On pop, soda, and rabies
A few days ago, I took aim at an old piece by Stephen Henighan, which proposed that the disappearance of Canadian spelling was evidence of a culture in decline. Is spelling an important token of our culture, asked I? Does it matter? Do we not have more important fish to fry?
We do, as shown by Russell Smith in the Globe, who asks if Canadian writers should de-Canuckify their settings to make their books palatable to an American (and international) audience. And this leads quickly to a related question: should we de-Canuckify our language? And by doing so, are we treating our readers like infants?

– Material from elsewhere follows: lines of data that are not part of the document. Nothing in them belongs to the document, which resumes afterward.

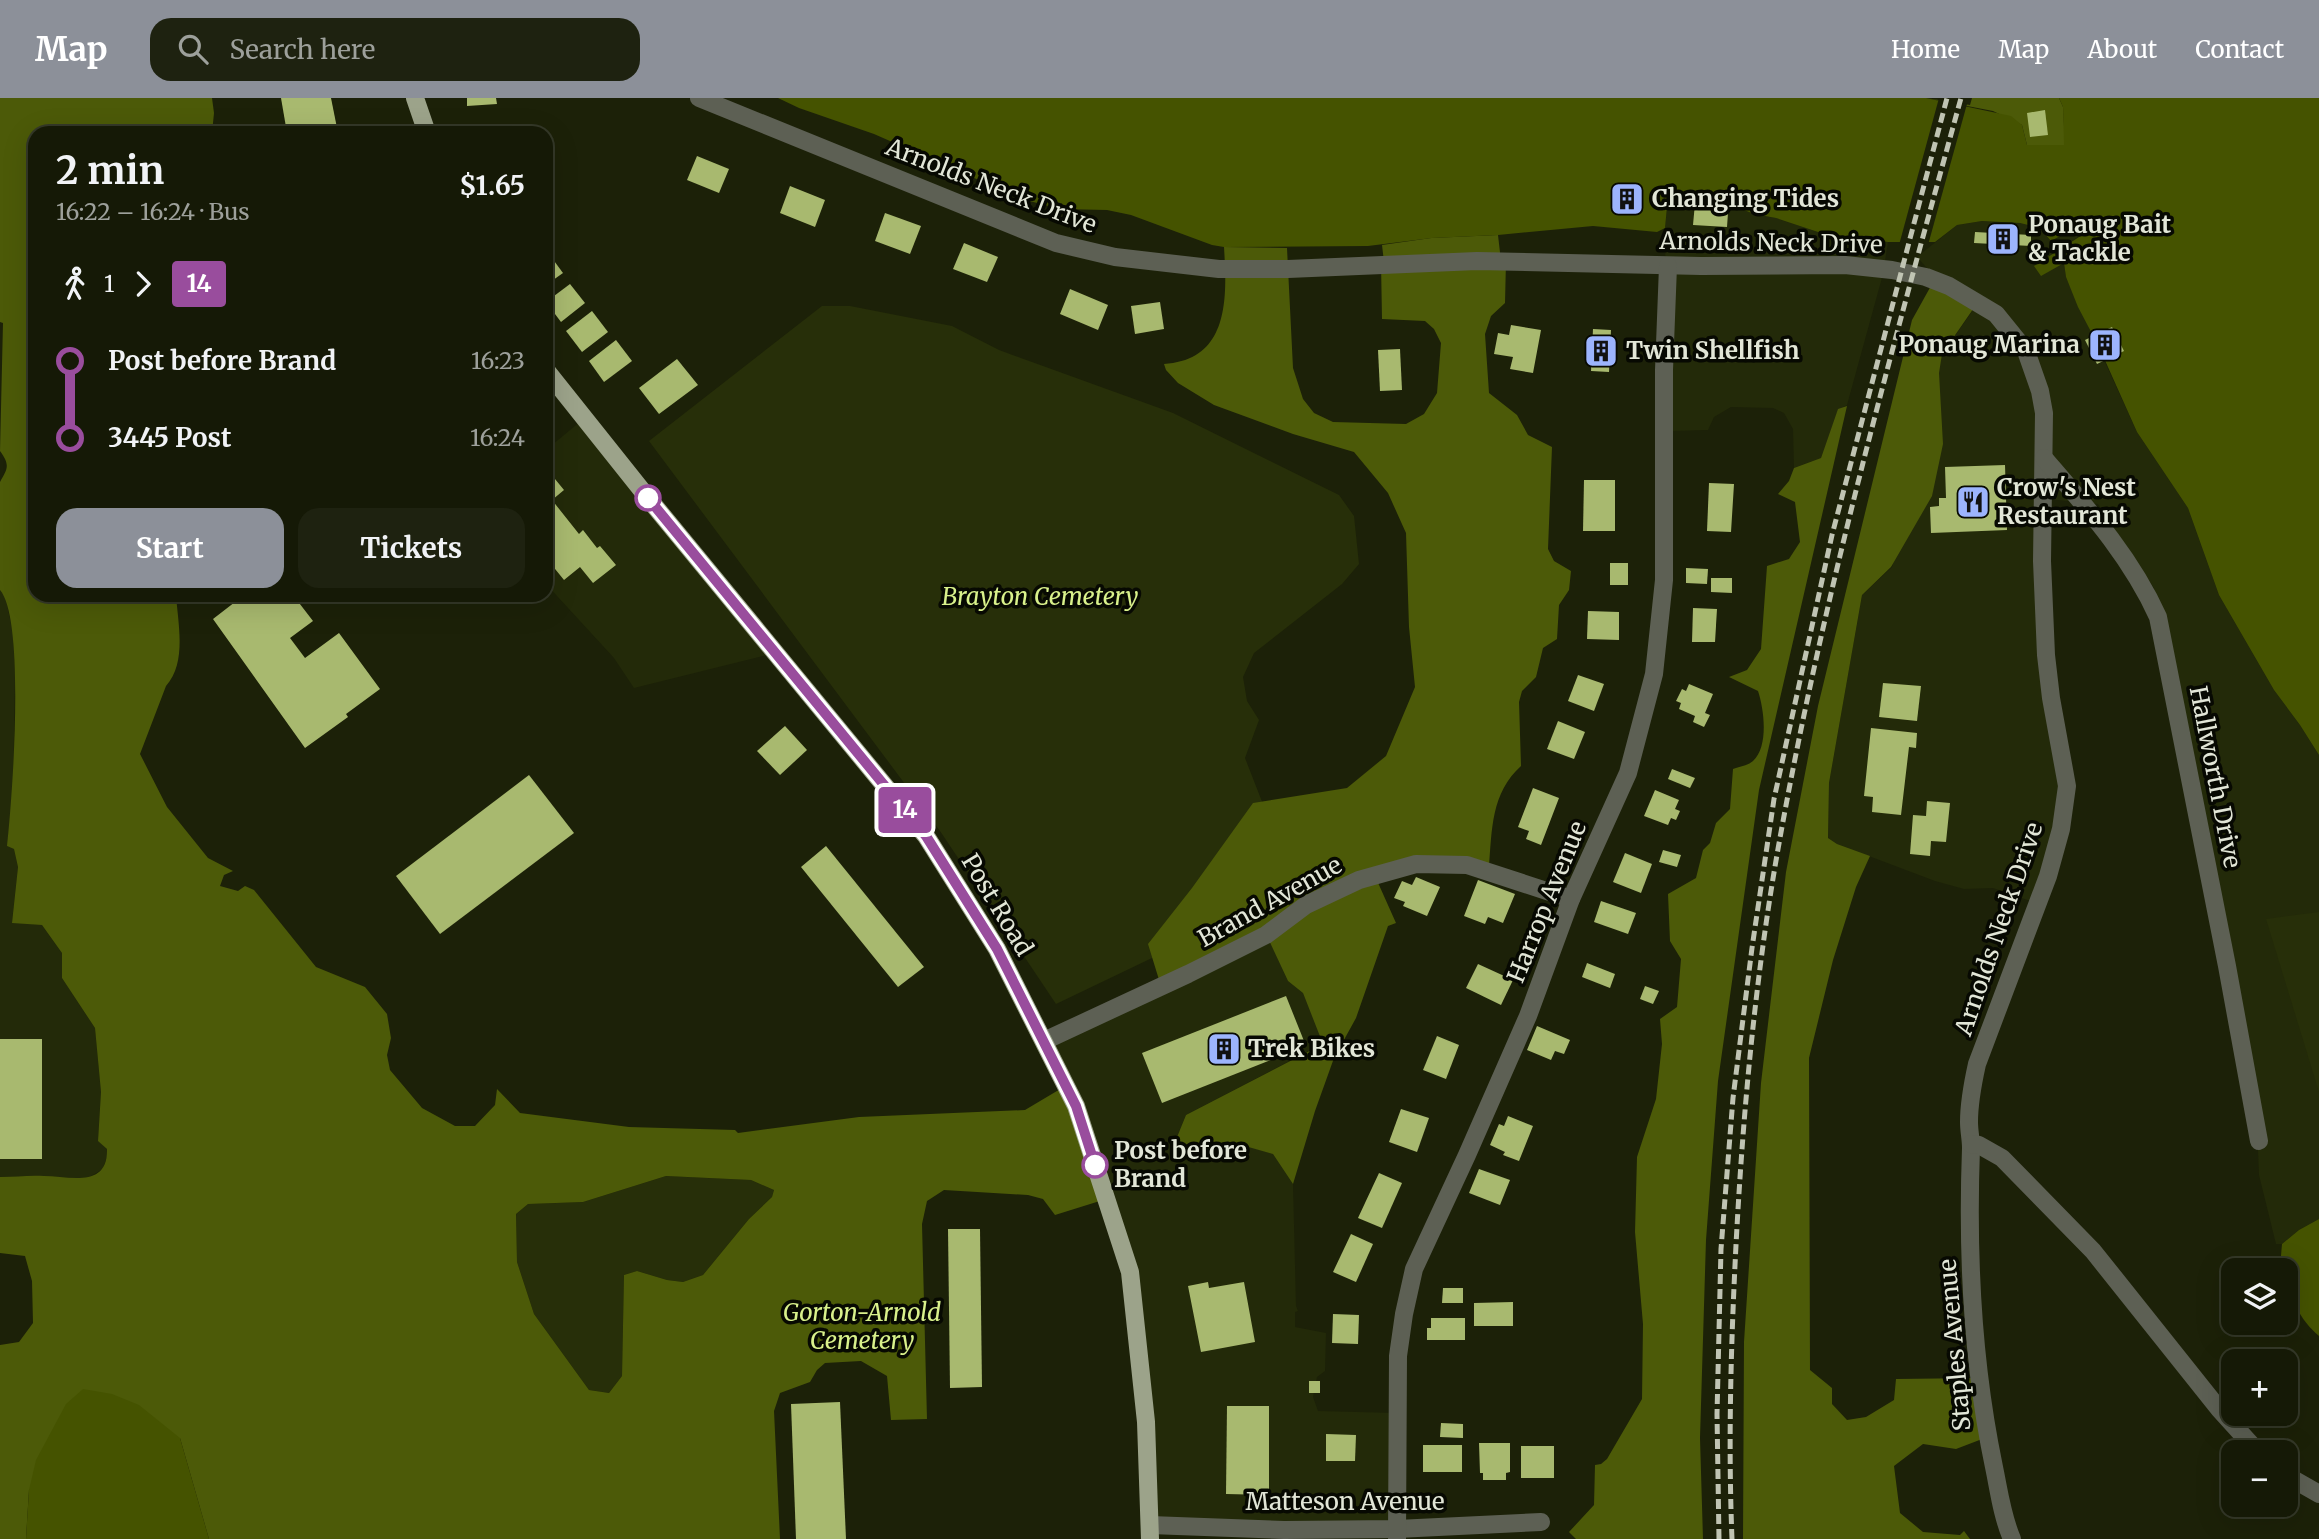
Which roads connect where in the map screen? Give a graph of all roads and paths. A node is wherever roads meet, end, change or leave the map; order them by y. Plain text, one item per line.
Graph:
1 (415, 98) edge
2 (699, 98) edge
3 (424, 126) edge
4 (1668, 266) junction
5 (553, 379) edge
6 (2045, 458) junction
7 (1571, 900) junction
8 (1044, 1041) junction
9 (2259, 1140) dead end
10 (1971, 1144) junction
11 (2247, 1440) edge
12 (2298, 1482) edge
13 (2319, 1494) edge
14 (1541, 1522) dead end
15 (1150, 1532) edge
16 (1397, 1534) edge
17 (2005, 1536) edge

1 - 3 main road
2 - 4 street, Arnolds Neck Drive
4 - 6 street, Arnolds Neck Drive
4 - 7 street, Harrop Avenue
5 - 8 main road, Post Road
6 - 9 street, Hallworth Drive
6 - 10 street, Arnolds Neck Drive
7 - 8 street, Brand Avenue
7 - 16 street, Harrop Avenue
8 - 15 main road, Post Road
10 - 11 street
10 - 17 street, Staples Avenue
12 - 13 street
14 - 16 street, Matteson Avenue
15 - 16 street, Matteson Avenue

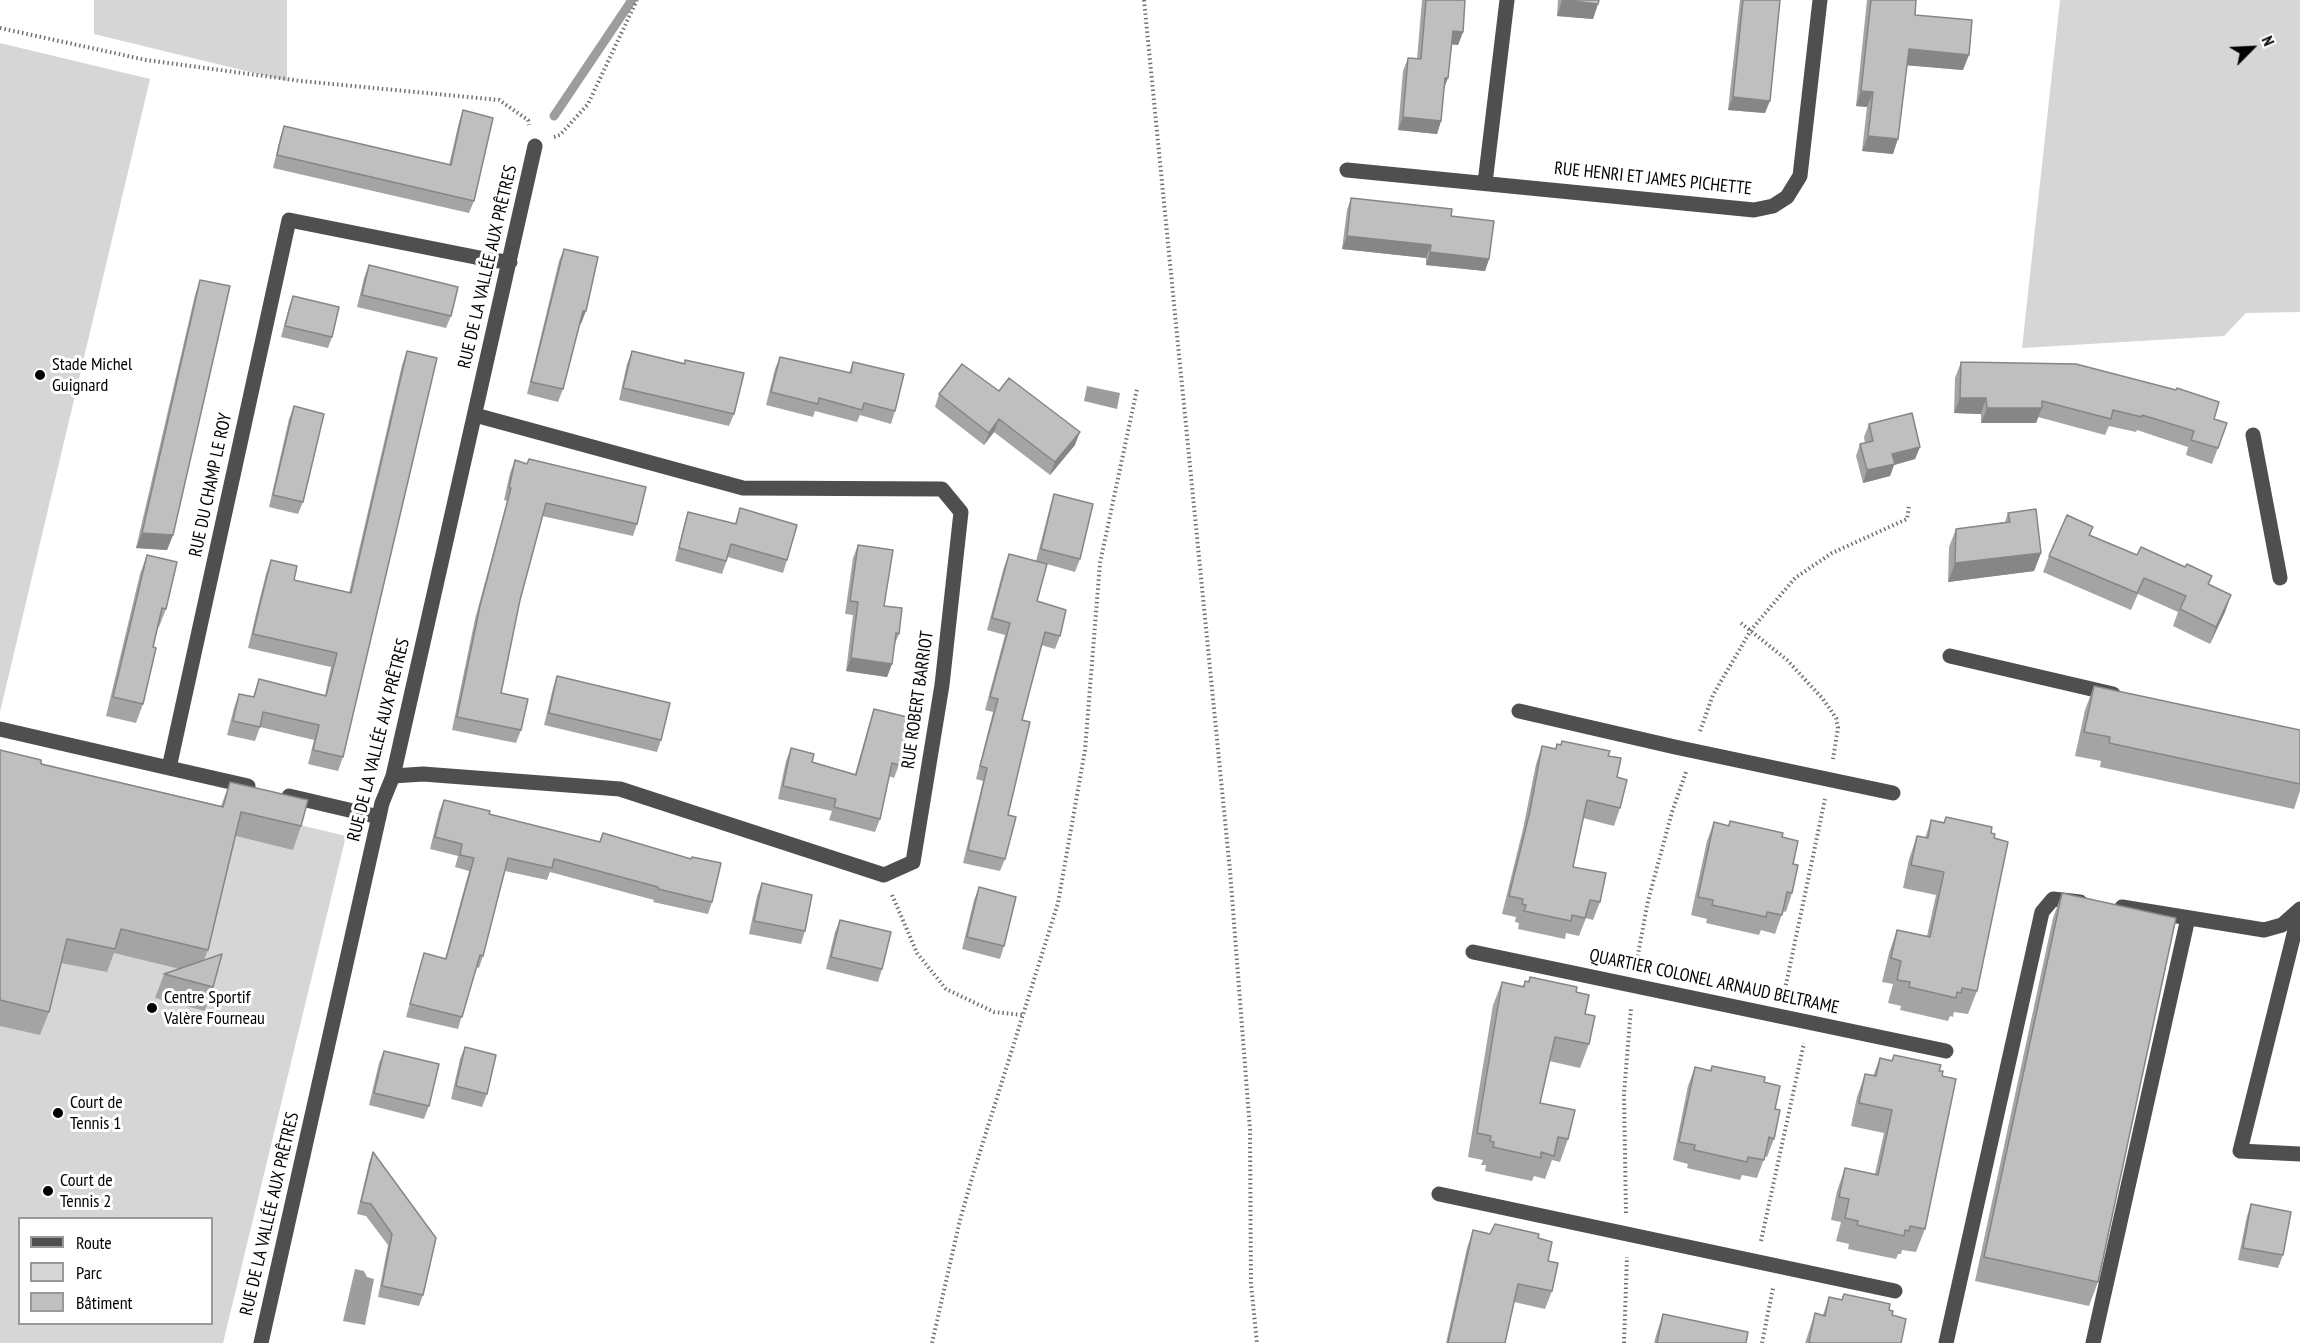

This question has to be close to Smith’s heart, given that he’s a novelist of our urban present in a (supposed) nation of novelists of a sepia-toned past. If you take our time and place for your setting, then one of the things that you do, whether you intend to or not, is to record our culture as it stands. Mordecai Richler once said that a novelist is obligated to be an honest witness to his time and place. At some level, if you address the present, you address the way we live and the way we talk.
I confess, therefore, to a certain amount of irritation when I read a Canadian writer who, for example, uses “soda” for what we in Canada generally call pop — if by “a certain amount of irritation” you mean, as I do, an irrational, slavering rage in which I rend pages from the book’s very heart with my savage teeth as strong men quail before me and rabid dogs flee in terror.
Are we really to believe that American readers will be confused by the word “pop?” We shouldn’t be, as the best data available on the subject suggest that “soda” is not, in fact, the “American” idiom, but is instead the New York and California idiom.
(Yes, this is the kind of thing I spend my spare time worrying about. Why do you ask?)
Which leads us to a question of how culture is defined. Given that most of the “cultural” output of the United States — most of the books, most of the movies, most of the television, and all of the issues of The New Yorker — originate from New York and California, this serves to illustrate the point. Our popular notion of American usage is more often and not shaped by those movies, TV shows, and books.
Which suggests, in turn, the importance of cleaving to Richler’s dictum, of being honest witness to your time and place.
If you don’t, there’s the risk that I’ll bite you in the leg.